Go through the data below. List every line that holds the word "covering".
PROVIDED ENTRIES Start Marker
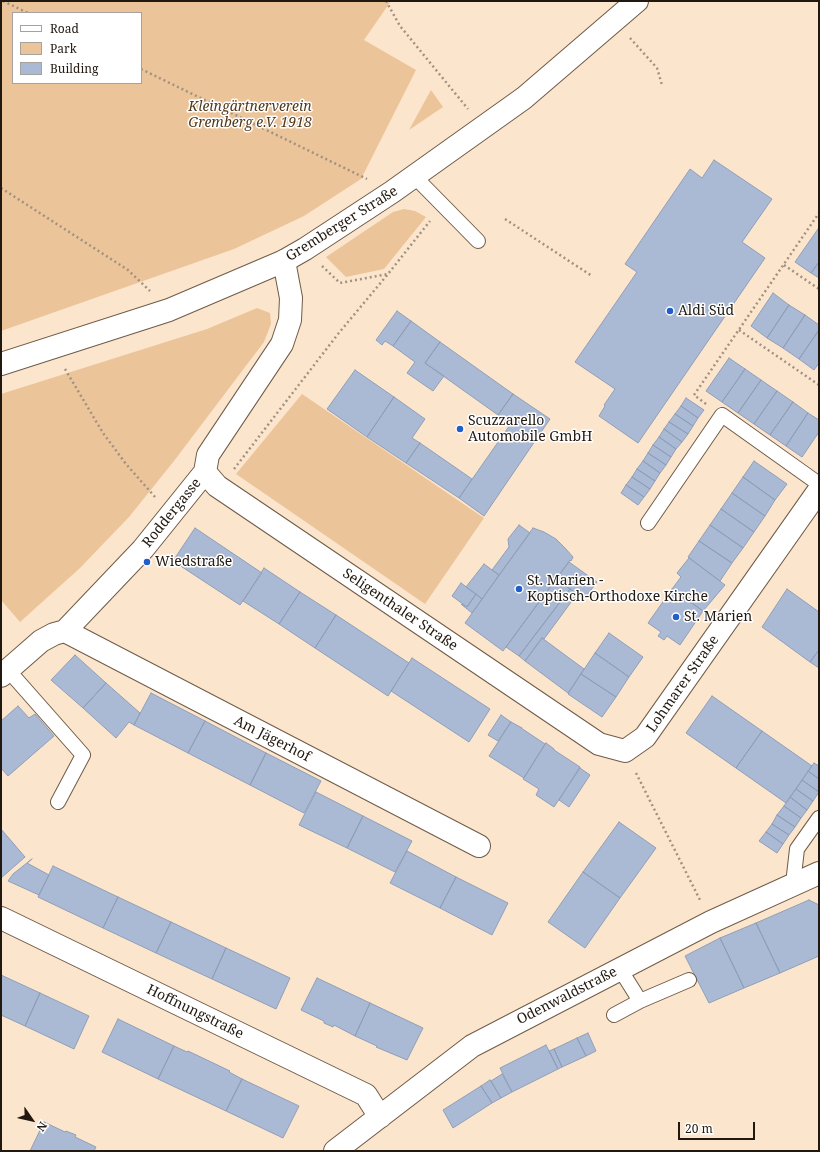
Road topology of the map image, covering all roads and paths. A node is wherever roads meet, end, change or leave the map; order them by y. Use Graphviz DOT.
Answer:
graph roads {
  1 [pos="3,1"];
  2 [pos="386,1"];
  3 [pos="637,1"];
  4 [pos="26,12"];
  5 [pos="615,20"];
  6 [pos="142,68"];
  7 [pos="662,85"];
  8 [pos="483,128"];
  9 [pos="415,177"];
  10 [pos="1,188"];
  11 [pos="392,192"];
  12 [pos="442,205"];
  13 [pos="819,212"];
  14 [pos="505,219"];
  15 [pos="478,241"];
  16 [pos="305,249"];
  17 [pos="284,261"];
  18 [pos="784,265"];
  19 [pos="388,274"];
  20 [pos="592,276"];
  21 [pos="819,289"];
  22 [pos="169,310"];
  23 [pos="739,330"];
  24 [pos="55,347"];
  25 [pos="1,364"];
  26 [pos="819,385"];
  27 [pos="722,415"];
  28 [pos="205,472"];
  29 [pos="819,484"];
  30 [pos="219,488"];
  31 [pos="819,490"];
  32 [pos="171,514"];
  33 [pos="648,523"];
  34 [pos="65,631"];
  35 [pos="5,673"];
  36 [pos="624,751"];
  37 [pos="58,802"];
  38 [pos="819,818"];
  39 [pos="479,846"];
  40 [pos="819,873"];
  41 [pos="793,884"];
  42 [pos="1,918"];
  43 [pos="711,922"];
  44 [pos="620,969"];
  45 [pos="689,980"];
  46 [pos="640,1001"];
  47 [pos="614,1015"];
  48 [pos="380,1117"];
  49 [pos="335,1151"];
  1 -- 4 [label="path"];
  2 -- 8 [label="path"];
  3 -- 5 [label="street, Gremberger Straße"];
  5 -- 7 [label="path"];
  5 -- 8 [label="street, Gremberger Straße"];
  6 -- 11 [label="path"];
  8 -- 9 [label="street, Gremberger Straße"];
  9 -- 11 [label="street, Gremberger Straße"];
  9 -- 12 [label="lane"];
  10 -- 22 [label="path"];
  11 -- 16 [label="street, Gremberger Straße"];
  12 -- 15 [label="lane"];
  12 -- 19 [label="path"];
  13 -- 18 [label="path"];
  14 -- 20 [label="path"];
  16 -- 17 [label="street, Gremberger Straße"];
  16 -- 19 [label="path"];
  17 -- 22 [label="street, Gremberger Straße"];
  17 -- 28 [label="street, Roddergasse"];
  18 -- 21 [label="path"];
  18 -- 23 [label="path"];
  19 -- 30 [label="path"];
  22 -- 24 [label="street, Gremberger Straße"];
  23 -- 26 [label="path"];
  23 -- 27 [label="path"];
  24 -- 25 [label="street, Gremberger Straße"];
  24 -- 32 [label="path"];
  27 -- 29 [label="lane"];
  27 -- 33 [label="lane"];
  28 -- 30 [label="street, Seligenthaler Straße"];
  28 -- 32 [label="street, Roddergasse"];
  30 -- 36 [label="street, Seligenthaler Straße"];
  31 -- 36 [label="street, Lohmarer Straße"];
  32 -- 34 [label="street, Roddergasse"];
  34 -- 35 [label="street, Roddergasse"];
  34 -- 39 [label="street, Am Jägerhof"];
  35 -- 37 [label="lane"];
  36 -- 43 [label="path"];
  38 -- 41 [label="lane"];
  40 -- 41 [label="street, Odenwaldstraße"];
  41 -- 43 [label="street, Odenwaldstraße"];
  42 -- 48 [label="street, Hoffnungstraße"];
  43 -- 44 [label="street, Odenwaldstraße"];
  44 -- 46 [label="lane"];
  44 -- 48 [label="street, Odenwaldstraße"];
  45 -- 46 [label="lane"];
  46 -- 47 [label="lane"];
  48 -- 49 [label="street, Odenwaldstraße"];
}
PROVIDED ENTRIES End Marker
PROVIDED ENTRIES Start Marker
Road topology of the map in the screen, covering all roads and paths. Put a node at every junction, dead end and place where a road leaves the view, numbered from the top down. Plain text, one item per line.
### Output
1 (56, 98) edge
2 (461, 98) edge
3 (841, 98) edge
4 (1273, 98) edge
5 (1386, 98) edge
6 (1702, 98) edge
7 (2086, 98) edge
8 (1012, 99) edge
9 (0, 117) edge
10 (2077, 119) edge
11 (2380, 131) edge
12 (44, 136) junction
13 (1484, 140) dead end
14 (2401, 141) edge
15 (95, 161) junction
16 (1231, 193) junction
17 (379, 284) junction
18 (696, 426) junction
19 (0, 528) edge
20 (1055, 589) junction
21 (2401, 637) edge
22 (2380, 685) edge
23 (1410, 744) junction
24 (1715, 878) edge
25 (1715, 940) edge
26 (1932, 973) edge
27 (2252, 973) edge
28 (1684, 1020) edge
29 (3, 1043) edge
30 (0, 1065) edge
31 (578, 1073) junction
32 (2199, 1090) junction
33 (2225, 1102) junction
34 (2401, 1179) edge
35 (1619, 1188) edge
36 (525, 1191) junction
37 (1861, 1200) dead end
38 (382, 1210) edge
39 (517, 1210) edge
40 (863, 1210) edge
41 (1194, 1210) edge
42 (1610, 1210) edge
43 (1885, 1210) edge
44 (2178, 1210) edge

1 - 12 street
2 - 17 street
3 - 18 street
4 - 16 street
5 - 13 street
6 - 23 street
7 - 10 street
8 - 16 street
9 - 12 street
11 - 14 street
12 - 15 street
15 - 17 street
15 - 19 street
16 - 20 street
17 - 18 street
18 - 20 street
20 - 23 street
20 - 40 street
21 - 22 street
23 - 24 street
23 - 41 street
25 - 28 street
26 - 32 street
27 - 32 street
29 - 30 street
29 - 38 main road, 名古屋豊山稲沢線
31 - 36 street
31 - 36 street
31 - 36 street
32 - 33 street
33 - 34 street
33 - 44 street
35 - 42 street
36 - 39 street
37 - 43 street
PROVIDED ENTRIES End Marker
EXPECTED ANSWER:
Road topology of the map image, covering all roads and paths. A node is wherever roads meet, end, change or leave the map; order them by y. Use Graphviz DOT.
Road topology of the map in the screen, covering all roads and paths. Put a node at every junction, dead end and place where a road leaves the view, numbered from the top down. Plain text, one item per line.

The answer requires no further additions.